HOW TO COMPLETE THIS TASK: Repeat the listing exactly, minus the pictures.

DATA LISTING:
*** Begin section ***

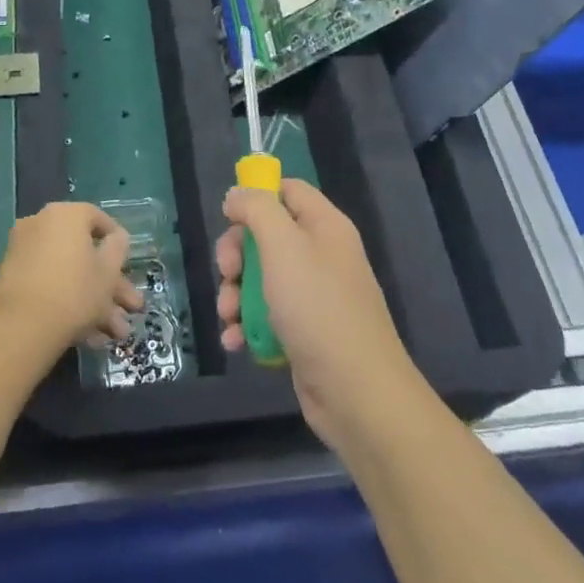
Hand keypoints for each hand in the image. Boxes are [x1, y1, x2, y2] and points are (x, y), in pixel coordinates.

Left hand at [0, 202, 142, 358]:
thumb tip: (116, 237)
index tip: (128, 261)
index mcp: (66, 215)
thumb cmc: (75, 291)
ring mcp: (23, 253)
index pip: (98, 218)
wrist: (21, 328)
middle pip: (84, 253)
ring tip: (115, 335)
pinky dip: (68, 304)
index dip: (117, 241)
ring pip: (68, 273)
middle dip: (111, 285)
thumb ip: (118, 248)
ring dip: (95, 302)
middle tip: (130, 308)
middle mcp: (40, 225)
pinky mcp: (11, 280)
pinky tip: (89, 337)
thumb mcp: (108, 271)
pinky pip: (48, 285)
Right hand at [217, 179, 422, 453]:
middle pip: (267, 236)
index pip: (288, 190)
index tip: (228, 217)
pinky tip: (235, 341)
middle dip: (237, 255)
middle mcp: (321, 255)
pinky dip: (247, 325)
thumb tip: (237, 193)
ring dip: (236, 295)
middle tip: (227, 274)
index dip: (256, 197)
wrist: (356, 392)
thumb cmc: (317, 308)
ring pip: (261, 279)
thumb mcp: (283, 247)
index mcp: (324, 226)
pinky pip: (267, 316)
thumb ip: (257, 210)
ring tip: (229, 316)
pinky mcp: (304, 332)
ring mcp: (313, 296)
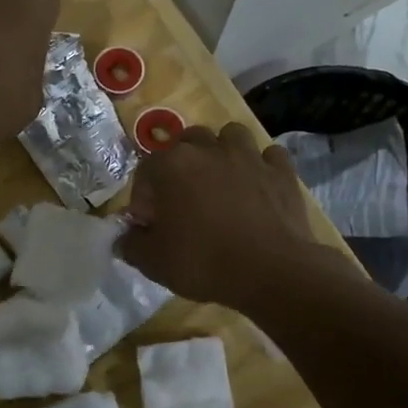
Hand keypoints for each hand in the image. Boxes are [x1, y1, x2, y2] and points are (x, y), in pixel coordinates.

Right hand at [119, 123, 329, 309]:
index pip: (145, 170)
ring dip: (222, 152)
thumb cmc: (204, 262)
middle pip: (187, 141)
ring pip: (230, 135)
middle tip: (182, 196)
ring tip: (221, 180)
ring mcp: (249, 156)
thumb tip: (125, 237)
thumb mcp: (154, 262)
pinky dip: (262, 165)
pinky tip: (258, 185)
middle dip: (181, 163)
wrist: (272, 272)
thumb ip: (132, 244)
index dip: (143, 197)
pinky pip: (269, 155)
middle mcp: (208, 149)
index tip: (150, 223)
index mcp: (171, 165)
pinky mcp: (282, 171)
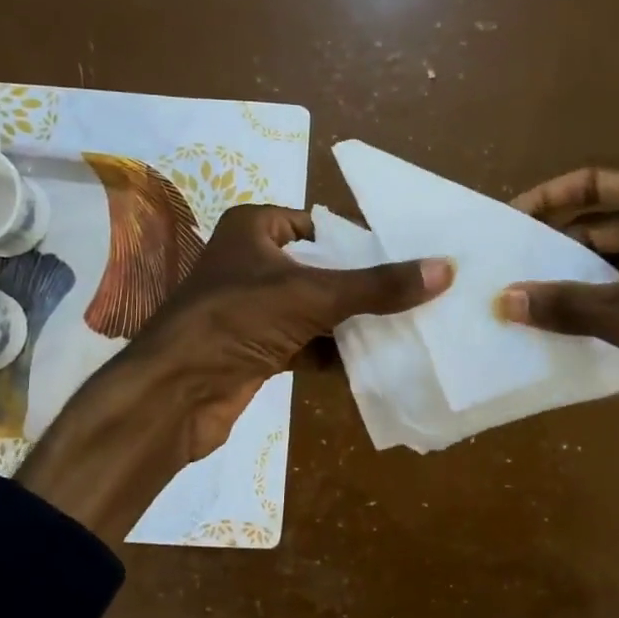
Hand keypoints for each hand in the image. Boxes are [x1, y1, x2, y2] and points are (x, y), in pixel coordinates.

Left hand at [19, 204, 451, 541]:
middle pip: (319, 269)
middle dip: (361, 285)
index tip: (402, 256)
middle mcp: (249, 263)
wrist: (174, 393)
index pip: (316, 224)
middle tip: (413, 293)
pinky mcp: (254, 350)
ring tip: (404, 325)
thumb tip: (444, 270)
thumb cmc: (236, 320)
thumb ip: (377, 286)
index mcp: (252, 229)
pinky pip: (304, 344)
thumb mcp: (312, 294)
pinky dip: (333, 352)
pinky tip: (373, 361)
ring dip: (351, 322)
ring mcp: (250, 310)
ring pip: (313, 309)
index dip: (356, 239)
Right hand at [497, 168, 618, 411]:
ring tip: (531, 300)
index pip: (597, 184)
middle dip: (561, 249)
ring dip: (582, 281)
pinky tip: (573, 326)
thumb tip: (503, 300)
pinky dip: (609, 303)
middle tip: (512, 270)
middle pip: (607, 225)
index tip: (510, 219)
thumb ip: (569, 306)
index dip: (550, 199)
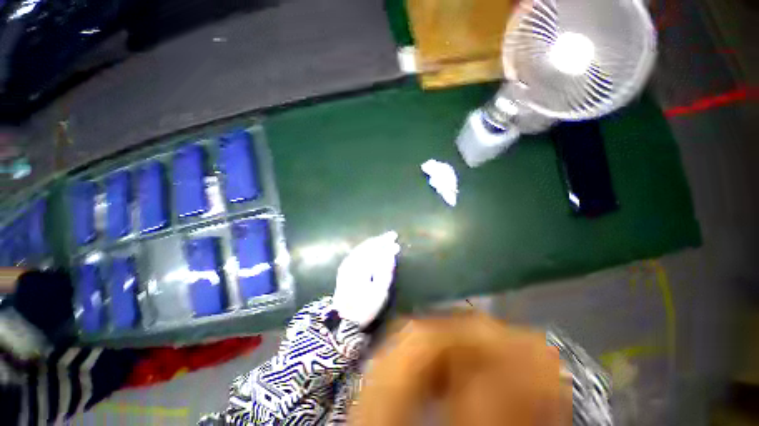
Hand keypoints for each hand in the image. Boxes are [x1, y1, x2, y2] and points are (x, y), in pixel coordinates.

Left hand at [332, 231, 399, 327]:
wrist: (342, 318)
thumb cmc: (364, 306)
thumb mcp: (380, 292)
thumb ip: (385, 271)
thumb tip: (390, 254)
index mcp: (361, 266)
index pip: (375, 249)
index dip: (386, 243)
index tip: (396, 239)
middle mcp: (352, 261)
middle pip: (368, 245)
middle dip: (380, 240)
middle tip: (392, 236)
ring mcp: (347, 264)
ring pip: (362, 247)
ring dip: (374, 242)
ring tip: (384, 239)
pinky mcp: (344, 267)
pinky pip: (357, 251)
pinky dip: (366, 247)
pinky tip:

*** End section ***

TASK ANSWER:
Hand keypoints for each hand in the image. Boxes are [x1, y1, x2, y2] and points are (x, y), in pixel coordinates.

Left hand at [0, 202, 142, 358]:
thumb tip: (116, 237)
index tip: (128, 261)
index mcp: (66, 215)
thumb cmc: (75, 291)
ring mcp: (23, 253)
index pip: (98, 218)
wrist: (21, 328)
middle pip: (84, 253)
ring tip: (115, 335)
pinky dip: (68, 304)
index dip: (117, 241)
ring pip: (68, 273)
middle dip: (111, 285)
thumb ip: (118, 248)
ring dip: (95, 302)
middle tip: (130, 308)
middle mcp: (40, 225)
pinky mcp: (11, 280)
pinky tip: (89, 337)
thumb mcp: (108, 271)
pinky pip: (48, 285)
Right hand at [217, 179, 422, 453]:
middle pip: (267, 236)
index pip: (288, 190)
index tip: (228, 217)
pinky tip: (235, 341)
middle dip: (237, 255)
middle mcp: (321, 255)
pinky dip: (247, 325)
thumb tip: (237, 193)
ring dip: (236, 295)
middle tip: (227, 274)
index dip: (256, 197)
wrist: (356, 392)
thumb cmc: (317, 308)
ring pip: (261, 279)
thumb mcp: (283, 247)
index mcp: (324, 226)
pinky pip: (267, 316)
thumb ip: (257, 210)
ring tip: (229, 316)
pinky mcp: (304, 332)
ring mcp: (313, 296)
Hand keypoints for each hand in the image. Boxes are [x1, y1, x2, y2] and points are (x, y), in pixel coordinates.

Right hand at [119, 123, 329, 309]:
index pip: (145, 170)
ring dip: (222, 152)
thumb cmc: (204, 262)
middle pip: (187, 141)
ring pip: (230, 135)
middle tip: (182, 196)
ring tip: (221, 180)
ring mcp: (249, 156)
thumb tip: (125, 237)
thumb mcp: (154, 262)
pinky dip: (262, 165)
pinky tip: (258, 185)
middle dip: (181, 163)
wrist: (272, 272)
thumb ip: (132, 244)
index dip: (143, 197)
pinky pip: (269, 155)
middle mcp: (208, 149)
index tip: (150, 223)
index mcp: (171, 165)
pinky mcp: (282, 171)
Hand keypoints for each hand in the image. Boxes are [x1, y1, x2, y2] and points are (x, y), in pixel coordinates.

Left hand at [19, 204, 451, 541]:
middle pip: (319, 269)
middle dip: (361, 285)
index tip: (402, 256)
middle mcp: (249, 263)
wrist: (174, 393)
index pip: (316, 224)
middle tip: (413, 293)
pinky mcp: (254, 350)
ring tip: (404, 325)
thumb tip: (444, 270)
thumb cmc: (236, 320)
thumb ip: (377, 286)
index mcp: (252, 229)
pinky pip: (304, 344)
thumb mcp: (312, 294)
pinky dip: (333, 352)
pinky tip: (373, 361)
ring dip: (351, 322)
ring mcp: (250, 310)
ring pip: (313, 309)
index dip: (356, 239)
Right hand at [497, 168, 618, 411]:
ring tip: (531, 300)
index pip: (597, 184)
middle dip: (561, 249)
ring dip: (582, 281)
pinky tip: (573, 326)
thumb tip: (503, 300)
pinky dip: (609, 303)
middle tip: (512, 270)
middle pip: (607, 225)
index tip: (510, 219)
thumb ip: (569, 306)
index dip: (550, 199)
Hand keypoints for each hand in the image. Boxes are [x1, y1, x2, y2] and points are (x, y), in pixel coordinates.

Left hand at [332, 231, 399, 327]:
wrist: (342, 318)
thumb cmc: (364, 306)
thumb mcp: (380, 292)
thumb ip: (385, 271)
thumb tip: (390, 254)
index mcp: (361, 266)
index pip: (375, 249)
index dip: (386, 243)
index tip: (396, 239)
middle mcp: (352, 261)
middle pip: (368, 245)
middle dip: (380, 240)
middle tip: (392, 236)
ring mcp: (347, 264)
ring pip: (362, 247)
ring dip: (374, 242)
ring tip: (384, 239)
pinky mcp: (344, 267)
pinky pip: (357, 251)
pinky dip: (366, 247)
pinky tip:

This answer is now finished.